┌────────

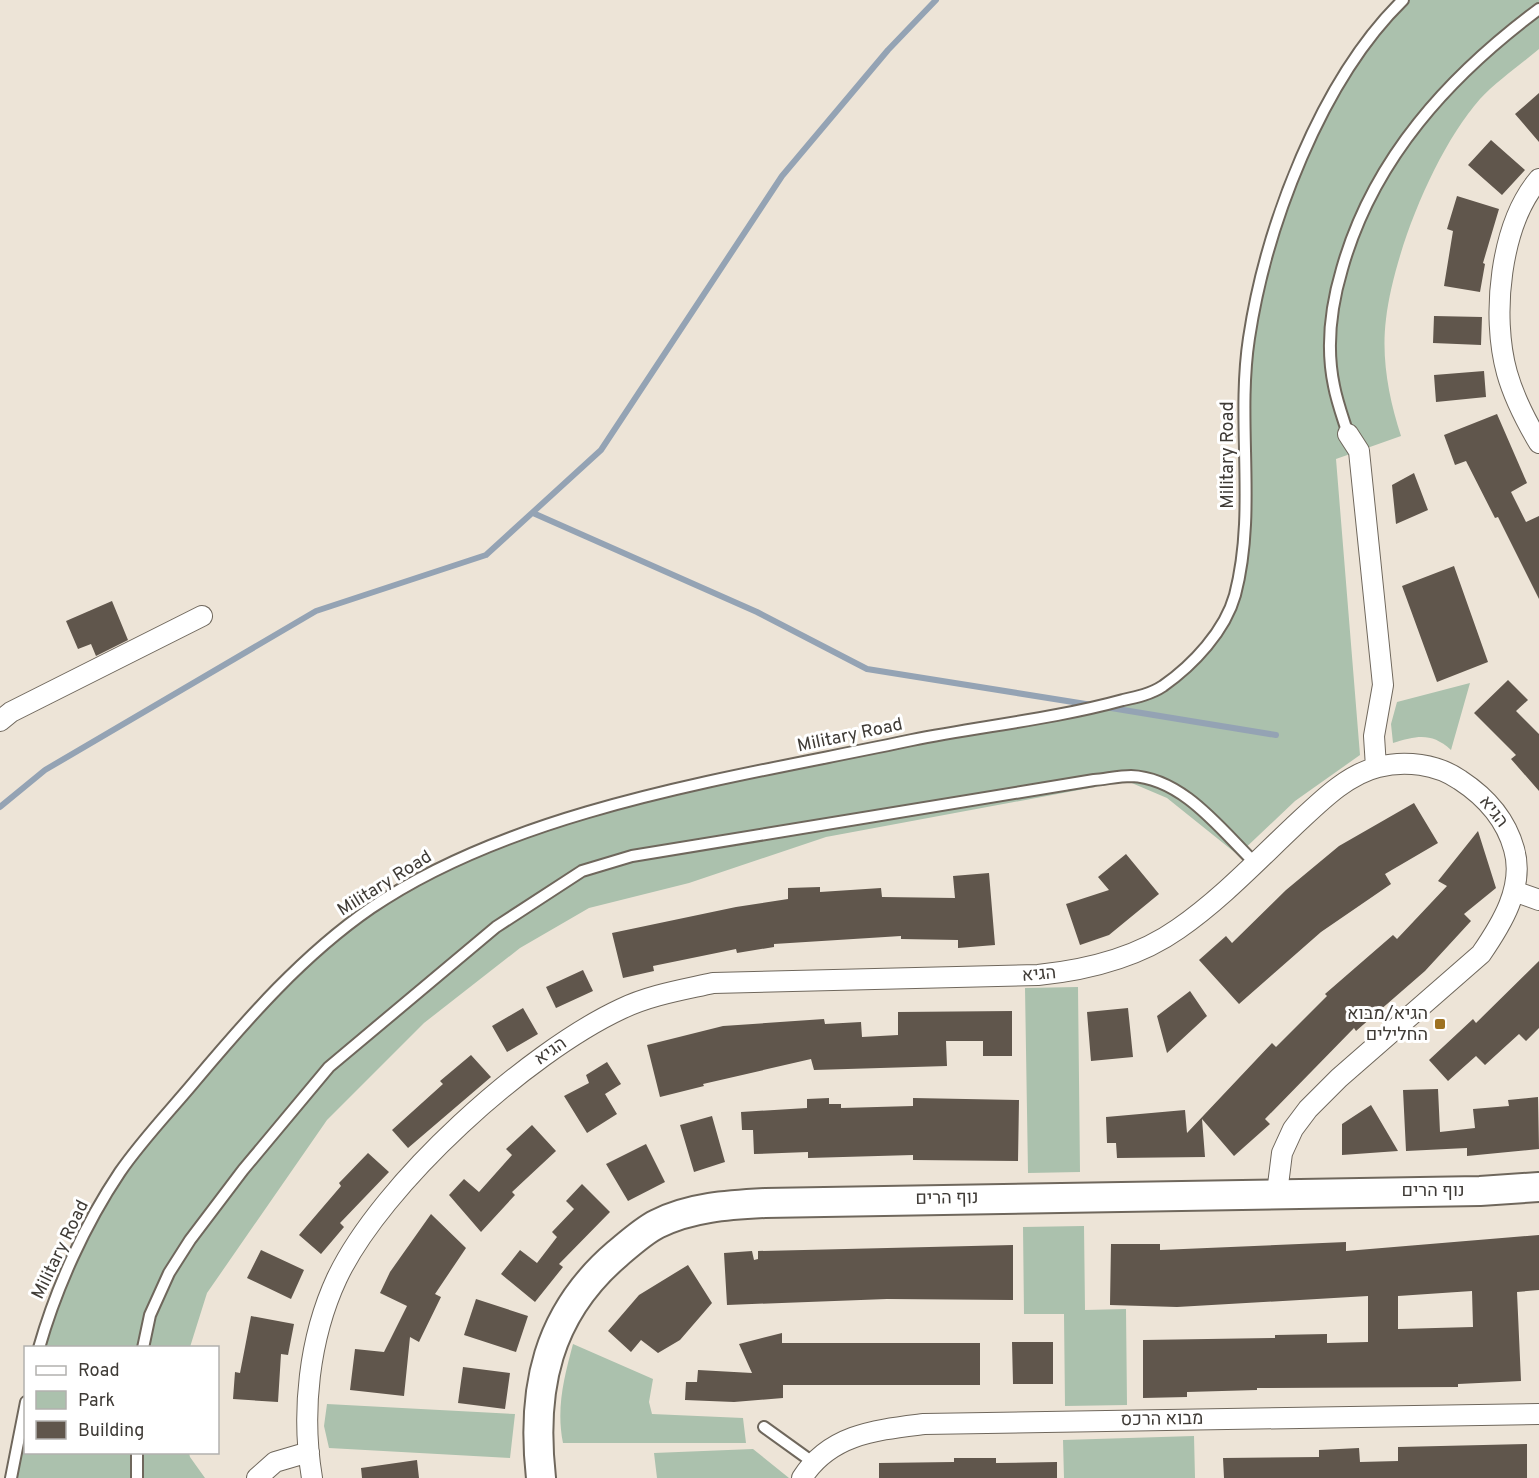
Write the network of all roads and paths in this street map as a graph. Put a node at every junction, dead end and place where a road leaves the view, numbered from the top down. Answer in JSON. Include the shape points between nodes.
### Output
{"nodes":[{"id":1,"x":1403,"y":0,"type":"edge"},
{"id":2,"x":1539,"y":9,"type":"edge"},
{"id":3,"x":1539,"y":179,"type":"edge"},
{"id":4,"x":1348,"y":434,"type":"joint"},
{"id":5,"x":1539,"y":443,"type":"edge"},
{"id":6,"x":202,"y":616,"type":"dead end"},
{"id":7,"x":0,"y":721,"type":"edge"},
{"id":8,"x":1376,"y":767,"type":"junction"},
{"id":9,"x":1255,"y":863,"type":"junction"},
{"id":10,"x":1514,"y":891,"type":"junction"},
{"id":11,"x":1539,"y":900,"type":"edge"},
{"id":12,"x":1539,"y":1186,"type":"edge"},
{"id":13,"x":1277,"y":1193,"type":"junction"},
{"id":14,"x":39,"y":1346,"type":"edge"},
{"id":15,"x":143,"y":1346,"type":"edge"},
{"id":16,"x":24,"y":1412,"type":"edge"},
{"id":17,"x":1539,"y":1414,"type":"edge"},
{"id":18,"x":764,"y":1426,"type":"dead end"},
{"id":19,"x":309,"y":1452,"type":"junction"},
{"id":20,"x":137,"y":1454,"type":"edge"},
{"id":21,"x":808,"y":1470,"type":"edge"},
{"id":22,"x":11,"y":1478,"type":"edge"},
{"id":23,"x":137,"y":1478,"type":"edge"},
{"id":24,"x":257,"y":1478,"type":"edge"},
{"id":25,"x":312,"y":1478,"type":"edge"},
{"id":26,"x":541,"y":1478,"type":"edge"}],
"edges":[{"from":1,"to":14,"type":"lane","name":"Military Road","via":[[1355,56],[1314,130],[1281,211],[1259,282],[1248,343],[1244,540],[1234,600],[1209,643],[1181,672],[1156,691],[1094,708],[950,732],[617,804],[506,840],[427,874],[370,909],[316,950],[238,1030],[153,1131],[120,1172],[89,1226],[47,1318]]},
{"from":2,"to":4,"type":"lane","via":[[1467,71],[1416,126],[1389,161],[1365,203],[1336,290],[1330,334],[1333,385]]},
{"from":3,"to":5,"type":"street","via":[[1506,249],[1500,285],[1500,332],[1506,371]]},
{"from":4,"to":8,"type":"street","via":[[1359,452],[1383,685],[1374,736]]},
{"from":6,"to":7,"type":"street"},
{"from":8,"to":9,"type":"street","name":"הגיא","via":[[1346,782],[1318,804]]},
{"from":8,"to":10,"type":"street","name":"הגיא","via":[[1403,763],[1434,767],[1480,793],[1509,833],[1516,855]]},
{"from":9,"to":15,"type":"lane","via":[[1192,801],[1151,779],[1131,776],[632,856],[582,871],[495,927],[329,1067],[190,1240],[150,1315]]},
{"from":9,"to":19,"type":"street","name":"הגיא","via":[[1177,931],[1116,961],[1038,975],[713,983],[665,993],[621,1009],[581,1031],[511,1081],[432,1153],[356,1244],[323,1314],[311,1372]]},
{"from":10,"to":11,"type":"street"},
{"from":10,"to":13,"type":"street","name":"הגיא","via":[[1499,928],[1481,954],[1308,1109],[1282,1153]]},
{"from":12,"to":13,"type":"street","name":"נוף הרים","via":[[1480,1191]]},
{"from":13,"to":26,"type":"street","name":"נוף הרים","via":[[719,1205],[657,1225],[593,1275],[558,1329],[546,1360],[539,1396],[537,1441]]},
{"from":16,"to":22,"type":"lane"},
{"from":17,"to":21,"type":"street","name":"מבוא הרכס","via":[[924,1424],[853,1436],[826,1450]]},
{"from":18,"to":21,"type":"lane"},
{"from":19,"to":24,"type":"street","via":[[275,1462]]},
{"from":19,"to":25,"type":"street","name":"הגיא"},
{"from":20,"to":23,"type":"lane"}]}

└────────

PROBLEM STATEMENT - Using the data above, report the number of lines that contain the string "junction", and only that number.

TASK ANSWER - 6